The history of Artificial Intelligence is quite interesting and dated back in 20th century when science fiction familiarized the world with the concept of artificially intelligent robots. For Instance, the Czech writer Karel Čapek in 1920 introduced a science fiction play named Rossumovi Univerzální Roboti (Rossum’s Universal Robots), also known as R.U.R. The play introduced the word robot to the world. R.U.R. tells about a factory that builds artificial people named as robots. They distinguish from today’s term of the robot. R.U.R. robots were looked like living creatures, who are more similar to the term of clones. The robots in R.U.R. first worked for humans, but then the robot rebellion happened that leads to the extinction of the human race.
Early Days of Artificial Intelligence
The 1950s period world saw a generation of scientists, mathematicians, and philosophers with the concept of AI culturally understood in their minds. One such person was Alan Turing, a young British polymath who discovered the mathematical possibility of artificial intelligence. He suggested that humans can utilize available information as well as reason in order to solve problems and make decisions.
But some great challenges stopped Turing from getting to work right then and there. The first reason was computers needed to fundamentally change. Because, before 1949 computers lacked a key prerequisite for intelligence – they couldn’t store commands, only execute them. It means that computers could be told what to perform but couldn’t remember what they performed. And the second reason was computing was extremely expensive.
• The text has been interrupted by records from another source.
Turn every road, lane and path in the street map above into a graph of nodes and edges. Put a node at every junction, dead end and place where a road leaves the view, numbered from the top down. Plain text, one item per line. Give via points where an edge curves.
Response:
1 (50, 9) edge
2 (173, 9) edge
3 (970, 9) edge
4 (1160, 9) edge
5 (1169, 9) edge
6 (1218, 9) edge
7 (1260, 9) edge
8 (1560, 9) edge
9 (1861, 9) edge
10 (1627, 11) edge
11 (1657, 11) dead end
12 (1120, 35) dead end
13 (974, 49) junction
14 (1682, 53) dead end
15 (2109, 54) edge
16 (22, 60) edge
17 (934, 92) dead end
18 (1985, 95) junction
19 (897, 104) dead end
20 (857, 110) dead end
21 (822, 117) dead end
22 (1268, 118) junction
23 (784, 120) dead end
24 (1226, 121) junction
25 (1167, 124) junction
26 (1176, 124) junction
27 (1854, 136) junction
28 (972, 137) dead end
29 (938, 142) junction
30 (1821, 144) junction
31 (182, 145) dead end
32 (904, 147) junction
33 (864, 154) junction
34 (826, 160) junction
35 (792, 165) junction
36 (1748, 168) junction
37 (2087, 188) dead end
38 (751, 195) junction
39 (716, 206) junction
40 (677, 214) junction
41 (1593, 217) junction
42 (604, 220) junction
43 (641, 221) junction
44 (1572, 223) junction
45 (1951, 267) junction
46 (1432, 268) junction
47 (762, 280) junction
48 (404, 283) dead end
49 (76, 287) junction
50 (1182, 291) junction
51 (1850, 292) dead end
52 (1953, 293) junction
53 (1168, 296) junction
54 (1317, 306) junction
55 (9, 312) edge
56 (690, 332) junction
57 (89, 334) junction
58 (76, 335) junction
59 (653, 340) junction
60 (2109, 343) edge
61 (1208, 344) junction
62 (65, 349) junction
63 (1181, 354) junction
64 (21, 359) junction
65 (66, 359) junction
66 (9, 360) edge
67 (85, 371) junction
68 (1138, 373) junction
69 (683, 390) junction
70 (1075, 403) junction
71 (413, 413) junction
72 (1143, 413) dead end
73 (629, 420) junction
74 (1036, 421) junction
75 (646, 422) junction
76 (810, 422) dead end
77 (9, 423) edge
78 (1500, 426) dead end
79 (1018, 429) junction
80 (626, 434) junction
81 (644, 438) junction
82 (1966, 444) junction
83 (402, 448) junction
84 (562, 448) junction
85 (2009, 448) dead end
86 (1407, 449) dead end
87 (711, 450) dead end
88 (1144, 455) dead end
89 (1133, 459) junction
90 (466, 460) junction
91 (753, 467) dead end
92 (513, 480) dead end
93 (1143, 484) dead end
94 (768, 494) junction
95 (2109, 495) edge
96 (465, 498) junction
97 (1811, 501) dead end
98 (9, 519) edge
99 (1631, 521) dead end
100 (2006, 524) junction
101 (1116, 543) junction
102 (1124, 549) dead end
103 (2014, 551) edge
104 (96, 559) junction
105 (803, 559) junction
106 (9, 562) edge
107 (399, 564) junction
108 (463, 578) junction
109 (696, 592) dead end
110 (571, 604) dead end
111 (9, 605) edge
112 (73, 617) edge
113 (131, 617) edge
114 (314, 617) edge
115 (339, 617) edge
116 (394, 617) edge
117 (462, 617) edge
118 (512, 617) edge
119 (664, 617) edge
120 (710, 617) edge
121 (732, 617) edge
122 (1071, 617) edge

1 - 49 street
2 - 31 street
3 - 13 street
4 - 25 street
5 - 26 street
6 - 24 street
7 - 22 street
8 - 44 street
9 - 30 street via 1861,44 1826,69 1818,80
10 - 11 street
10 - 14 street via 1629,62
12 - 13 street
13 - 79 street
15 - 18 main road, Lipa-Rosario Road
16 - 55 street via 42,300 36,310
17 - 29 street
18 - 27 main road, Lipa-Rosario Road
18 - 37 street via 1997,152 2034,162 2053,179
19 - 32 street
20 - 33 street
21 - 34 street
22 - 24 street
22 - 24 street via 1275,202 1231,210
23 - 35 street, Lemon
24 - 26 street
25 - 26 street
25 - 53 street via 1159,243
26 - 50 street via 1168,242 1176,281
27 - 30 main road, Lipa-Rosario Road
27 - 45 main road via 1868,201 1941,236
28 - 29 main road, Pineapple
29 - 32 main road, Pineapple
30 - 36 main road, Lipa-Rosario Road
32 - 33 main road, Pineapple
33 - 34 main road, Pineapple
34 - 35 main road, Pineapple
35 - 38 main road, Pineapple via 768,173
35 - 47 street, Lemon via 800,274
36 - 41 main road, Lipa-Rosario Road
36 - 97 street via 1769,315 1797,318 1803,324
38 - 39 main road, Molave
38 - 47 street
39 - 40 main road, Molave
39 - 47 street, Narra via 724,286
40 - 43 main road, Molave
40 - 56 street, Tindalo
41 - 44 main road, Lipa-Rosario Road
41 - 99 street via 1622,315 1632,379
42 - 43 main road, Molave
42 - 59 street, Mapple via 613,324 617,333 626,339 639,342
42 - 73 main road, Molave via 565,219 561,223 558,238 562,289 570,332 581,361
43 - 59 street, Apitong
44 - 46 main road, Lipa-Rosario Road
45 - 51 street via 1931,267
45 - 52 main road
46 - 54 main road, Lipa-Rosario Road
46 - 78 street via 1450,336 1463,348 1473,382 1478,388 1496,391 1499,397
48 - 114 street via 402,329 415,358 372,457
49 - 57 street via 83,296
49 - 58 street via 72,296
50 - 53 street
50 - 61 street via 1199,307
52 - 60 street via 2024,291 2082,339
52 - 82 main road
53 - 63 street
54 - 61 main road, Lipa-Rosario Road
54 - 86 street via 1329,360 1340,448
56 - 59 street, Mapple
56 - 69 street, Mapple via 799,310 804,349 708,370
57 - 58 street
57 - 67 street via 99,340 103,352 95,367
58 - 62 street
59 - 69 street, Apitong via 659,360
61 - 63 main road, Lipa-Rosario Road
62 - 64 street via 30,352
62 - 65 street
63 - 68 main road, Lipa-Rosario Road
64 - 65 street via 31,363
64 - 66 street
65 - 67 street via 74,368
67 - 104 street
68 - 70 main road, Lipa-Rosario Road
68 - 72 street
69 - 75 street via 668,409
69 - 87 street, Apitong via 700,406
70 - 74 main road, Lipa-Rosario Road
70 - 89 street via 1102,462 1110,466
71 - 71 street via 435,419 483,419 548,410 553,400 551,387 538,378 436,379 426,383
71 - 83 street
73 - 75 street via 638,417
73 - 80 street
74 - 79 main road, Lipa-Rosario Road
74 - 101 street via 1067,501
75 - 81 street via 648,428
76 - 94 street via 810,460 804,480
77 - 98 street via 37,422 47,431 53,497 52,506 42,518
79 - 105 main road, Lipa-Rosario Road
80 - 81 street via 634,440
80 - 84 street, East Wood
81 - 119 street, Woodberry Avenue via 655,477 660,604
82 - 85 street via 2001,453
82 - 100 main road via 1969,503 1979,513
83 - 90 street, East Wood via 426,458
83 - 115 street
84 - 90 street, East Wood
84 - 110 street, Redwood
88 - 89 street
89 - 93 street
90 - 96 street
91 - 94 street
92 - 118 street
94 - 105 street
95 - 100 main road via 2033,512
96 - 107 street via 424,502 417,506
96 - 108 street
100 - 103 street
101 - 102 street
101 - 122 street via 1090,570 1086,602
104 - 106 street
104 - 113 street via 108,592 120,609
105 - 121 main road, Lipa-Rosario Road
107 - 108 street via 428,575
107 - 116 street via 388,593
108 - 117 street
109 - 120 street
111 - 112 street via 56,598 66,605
The Era of Success and Setbacks for AI
During 1950-1974, when AI was in its infancy, a lot of pioneering research was being performed, also huge hype was being created that pushed AI into seclude state, and the research funding gone dry. During the same period, technology flourished. Computers could store more information and became faster, more affordable, and more convenient. Machine learning algorithms also improved and people got better at knowing which algorithm to practice to their problem.
These accomplishments, along with the advocacy of leading researchers convinced government agencies such as the DARPA (Defence Advanced Research Projects Agency) to fund AI research at several institutions. Afterward, researchers poured huge funding, and research in AI continued to gather steam.
However, breaching the initial fog of AI disclosed a large number of blocks. Of which the biggest was the lack of computational power to perform anything substantial, meaning computers simply couldn’t store enough information or process it fast enough. At the time, many researchers noted that computers were still too much weak to show intelligence. But in the 1980s, AI was reignited by two sources – an expansion of the algorithmic toolkit, and a boost of funds.
Modern Aspect – AI is Everywhere
Today, technological advancements continue heightening and people are now living in the age of Big Data where they can glean huge sums of information which was too clumsy for a person to process earlier. In this context, the application of artificial intelligence has already been quite productive in several industries, from technology and banking to marketing and entertainment, among others. As current research in AI is constant and continues to grow, it will be interesting to see what this technology will bring for the future.